The next step is the most painful, but also the most important for the polishing of your work. Structure editing. I let someone else do that, for I miss the obvious grammar mistakes since in my brain the story flows perfectly. My first editor is my most critical, my mother. She is willing to tell me where something doesn't make sense, is just stupid, or needs to be rewritten. How is this painful you might ask? Well I am glad you asked. It is in this step that your work gets its first review. You have spent months, sometimes years writing those characters, that story, envisioning the scenes, smelling the flowers, tasting the food. You want to be there, you want to have lunch with your main character. Now, someone is going to tell you that there are flaws in your masterpiece....HOW DARE THEY! Well, after the steam settles down, you realize that this is highly important for you want others to enjoy the book, and if your very first reader finds issues that need to make the book better, listen to them. You don't always have to agree. Sometimes mom makes suggestions that I simply don't comply with, but that often comes with difference in tastes. But, I never, ever let my feelings of pride in my work let me ignore her suggestions, for that is a fools way of living. 

The pain continues, but it's getting better. The next step for me is to put my work in the hands of another editor. Recently I have had a friend who is a retired English teacher go after my work.
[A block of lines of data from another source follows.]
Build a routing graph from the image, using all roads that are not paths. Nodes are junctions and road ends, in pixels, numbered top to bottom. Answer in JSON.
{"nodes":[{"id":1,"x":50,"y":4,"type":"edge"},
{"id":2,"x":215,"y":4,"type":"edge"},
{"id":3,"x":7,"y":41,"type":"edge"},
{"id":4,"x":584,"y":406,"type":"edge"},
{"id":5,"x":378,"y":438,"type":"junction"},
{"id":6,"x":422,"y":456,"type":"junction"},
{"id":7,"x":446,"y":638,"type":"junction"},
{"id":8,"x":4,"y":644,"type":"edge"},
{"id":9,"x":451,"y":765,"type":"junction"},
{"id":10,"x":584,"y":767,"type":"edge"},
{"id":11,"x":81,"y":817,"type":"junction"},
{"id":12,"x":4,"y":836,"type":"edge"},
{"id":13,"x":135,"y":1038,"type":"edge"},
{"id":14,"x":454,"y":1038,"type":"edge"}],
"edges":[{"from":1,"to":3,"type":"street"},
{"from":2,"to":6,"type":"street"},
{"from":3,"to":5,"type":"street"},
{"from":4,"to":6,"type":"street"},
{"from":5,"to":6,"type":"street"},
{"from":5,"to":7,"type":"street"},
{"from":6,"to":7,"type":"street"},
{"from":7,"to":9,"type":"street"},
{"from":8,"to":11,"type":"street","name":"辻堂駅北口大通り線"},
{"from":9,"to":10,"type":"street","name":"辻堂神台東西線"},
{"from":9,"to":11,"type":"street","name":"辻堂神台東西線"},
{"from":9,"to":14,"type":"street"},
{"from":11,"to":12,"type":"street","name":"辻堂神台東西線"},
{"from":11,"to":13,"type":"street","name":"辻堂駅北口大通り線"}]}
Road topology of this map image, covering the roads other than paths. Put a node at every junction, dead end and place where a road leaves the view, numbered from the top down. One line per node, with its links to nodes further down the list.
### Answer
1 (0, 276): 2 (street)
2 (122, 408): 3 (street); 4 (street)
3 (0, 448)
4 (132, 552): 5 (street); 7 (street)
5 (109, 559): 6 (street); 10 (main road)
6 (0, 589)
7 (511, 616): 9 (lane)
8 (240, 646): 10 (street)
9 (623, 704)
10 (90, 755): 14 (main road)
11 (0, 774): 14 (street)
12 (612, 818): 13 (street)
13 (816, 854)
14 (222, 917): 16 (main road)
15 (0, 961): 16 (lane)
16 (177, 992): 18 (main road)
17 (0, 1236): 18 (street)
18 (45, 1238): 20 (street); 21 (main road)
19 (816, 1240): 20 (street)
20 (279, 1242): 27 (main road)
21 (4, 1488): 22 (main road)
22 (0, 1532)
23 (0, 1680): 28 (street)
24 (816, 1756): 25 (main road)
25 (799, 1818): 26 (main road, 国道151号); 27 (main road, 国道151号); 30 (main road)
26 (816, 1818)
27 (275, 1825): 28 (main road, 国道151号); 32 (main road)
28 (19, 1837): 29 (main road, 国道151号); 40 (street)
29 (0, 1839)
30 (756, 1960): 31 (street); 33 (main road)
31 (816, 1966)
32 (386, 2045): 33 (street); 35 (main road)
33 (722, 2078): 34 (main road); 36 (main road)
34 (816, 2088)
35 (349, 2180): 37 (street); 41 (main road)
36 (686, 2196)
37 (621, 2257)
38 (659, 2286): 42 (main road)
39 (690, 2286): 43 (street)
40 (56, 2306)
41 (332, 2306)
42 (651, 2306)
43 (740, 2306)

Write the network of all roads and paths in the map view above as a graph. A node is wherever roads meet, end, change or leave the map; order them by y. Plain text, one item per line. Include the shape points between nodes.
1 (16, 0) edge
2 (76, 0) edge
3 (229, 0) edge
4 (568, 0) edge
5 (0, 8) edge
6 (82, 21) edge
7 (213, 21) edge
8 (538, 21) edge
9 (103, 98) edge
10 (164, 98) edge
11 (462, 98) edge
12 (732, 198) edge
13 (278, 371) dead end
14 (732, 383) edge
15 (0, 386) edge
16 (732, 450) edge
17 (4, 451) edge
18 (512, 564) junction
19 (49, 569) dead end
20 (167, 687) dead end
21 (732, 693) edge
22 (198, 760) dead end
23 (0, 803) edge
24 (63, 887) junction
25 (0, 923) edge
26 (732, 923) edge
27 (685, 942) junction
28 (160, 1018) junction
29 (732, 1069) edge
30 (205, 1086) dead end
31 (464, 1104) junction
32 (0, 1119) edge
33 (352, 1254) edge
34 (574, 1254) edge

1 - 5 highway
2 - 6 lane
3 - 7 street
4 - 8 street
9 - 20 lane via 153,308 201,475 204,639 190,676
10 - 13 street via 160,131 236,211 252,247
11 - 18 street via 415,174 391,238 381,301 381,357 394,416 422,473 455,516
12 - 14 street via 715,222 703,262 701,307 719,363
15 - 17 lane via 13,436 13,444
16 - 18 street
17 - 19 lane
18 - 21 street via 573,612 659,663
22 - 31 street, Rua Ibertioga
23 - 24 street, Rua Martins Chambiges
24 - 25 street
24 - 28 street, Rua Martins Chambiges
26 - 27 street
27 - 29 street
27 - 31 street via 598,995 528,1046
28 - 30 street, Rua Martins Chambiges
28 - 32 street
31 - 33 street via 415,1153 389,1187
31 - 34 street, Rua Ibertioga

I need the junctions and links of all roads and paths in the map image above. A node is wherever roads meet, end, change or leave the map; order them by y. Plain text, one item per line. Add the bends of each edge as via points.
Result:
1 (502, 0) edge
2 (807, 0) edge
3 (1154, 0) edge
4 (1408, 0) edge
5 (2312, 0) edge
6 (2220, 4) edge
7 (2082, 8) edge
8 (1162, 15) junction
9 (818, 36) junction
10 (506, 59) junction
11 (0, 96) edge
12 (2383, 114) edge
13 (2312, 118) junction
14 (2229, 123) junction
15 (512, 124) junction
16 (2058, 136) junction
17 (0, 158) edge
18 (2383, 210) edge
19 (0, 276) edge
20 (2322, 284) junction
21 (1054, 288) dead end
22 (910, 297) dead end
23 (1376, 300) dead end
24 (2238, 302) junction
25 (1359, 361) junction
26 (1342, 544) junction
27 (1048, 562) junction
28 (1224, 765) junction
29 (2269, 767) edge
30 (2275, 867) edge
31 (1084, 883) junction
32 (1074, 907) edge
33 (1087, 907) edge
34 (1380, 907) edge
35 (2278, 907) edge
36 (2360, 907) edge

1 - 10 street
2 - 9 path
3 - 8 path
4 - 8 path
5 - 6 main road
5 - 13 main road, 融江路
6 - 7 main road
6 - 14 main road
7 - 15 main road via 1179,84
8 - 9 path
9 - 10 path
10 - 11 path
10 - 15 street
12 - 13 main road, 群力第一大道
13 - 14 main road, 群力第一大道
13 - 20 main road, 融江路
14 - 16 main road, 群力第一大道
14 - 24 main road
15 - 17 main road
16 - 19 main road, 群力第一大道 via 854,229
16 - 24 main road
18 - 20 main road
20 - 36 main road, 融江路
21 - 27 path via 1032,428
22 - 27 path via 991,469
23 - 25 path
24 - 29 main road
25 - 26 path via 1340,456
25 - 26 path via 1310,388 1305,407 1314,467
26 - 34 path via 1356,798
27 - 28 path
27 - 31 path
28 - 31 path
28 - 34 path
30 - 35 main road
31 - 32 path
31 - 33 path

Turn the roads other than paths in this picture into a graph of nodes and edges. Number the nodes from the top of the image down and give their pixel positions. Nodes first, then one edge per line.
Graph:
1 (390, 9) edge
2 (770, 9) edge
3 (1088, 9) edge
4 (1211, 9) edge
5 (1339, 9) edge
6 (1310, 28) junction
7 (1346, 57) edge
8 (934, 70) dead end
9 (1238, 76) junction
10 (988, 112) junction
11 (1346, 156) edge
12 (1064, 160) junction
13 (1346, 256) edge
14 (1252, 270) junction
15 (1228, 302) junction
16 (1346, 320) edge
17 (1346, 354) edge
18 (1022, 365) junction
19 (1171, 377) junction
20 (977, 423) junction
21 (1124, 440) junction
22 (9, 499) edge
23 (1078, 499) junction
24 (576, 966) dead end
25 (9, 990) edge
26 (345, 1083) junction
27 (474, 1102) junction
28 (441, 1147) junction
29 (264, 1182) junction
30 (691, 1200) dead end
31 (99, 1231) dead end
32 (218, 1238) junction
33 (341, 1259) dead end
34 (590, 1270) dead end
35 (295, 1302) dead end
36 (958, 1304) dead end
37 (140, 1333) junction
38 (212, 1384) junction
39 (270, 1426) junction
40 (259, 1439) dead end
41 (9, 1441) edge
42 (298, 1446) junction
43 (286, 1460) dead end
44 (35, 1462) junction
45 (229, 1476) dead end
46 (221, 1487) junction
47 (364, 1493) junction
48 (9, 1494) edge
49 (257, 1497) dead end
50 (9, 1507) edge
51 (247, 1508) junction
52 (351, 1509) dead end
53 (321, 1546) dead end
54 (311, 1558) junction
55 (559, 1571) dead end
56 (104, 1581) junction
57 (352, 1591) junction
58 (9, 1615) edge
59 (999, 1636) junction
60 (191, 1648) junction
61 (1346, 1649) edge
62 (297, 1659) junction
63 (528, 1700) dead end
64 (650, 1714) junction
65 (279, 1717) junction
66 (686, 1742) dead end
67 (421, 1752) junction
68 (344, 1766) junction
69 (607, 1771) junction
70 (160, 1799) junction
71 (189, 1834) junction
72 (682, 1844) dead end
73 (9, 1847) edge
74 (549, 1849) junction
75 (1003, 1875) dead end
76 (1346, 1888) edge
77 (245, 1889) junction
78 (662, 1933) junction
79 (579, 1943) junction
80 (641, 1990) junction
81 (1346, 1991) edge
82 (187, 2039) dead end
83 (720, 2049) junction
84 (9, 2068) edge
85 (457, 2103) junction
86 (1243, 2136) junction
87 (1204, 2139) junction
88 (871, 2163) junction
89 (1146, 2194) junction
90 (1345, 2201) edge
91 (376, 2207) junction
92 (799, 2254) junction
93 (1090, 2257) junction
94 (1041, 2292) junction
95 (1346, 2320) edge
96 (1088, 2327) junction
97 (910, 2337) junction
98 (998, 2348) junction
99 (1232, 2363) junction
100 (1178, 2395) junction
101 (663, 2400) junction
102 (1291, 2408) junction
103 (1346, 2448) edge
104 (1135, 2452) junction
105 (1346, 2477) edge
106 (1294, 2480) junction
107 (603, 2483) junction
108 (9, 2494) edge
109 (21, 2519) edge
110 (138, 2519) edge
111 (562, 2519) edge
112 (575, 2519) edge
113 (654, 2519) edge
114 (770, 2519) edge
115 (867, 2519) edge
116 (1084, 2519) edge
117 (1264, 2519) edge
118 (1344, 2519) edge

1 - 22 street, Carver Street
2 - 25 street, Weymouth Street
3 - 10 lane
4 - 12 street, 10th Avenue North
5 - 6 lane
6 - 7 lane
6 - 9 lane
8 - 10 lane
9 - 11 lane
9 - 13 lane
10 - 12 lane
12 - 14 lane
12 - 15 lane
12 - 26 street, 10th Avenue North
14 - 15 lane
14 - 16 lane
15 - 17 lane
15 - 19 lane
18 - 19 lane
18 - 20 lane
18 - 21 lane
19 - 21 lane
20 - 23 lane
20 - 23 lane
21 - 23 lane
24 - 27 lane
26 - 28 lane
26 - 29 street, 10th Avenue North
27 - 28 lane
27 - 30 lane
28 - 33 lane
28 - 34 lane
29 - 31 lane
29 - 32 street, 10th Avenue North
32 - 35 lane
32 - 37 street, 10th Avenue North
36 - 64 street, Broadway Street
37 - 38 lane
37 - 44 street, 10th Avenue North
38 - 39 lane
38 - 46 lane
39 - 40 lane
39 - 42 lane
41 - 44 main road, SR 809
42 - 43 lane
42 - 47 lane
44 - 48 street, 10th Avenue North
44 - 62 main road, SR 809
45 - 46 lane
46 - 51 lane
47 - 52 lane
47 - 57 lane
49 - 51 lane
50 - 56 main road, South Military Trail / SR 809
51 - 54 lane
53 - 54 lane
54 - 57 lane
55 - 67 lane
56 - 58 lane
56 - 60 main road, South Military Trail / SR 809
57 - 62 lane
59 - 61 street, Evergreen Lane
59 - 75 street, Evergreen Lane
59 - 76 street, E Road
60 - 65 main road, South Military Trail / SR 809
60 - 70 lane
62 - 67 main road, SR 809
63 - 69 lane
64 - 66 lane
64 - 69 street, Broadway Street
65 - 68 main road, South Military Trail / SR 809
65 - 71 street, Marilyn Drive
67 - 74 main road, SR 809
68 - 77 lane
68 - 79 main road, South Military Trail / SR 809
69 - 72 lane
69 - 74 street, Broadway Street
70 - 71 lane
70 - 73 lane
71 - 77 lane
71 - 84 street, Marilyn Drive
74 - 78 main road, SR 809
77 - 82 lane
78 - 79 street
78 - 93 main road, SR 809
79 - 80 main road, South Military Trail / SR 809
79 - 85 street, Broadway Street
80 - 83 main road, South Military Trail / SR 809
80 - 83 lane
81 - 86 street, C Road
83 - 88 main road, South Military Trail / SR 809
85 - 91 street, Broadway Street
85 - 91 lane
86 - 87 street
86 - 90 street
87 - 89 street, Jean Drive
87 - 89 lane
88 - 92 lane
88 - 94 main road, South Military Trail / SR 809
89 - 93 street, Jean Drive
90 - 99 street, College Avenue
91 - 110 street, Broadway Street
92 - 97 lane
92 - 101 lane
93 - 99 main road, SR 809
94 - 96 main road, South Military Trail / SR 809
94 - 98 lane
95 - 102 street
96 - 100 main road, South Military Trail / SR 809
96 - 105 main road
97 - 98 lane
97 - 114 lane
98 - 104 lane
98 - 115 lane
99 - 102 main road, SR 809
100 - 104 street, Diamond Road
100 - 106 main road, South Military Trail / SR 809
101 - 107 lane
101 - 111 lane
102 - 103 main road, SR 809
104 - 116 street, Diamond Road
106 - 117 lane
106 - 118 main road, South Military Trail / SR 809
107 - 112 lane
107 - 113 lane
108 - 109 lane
This truly is just structure editing, not story editing. Very seldomly has she made any suggestions about story content, and when she has it has just been how something is said, not what is said. So, I can handle it. More often than not, she is correct and her suggestion simply clarifies a sentence. 

After all that, I go through it again, reading along as I put in the corrections suggested to me. It is at this point that I am doing the final editing. So, I started the process and I am ending the process. 

Do I dread editing....not entirely. But, I always prepare myself for it. I know it has to be and so I simply grin and bear it because it is the tempering of the story that refines it into a book. Thus, I declare a new word...which has probably already been made up....Dreaditing, a necessary form of pain for the betterment of bookkind everywhere.




And since you got through that and did not fall asleep or decide to check facebook, here is a picture that has absolutely nothing to do with editing......or dreaditing. 






p.s please don't edit this post just to be funny. It's the internet, you should be glad that I use complete words.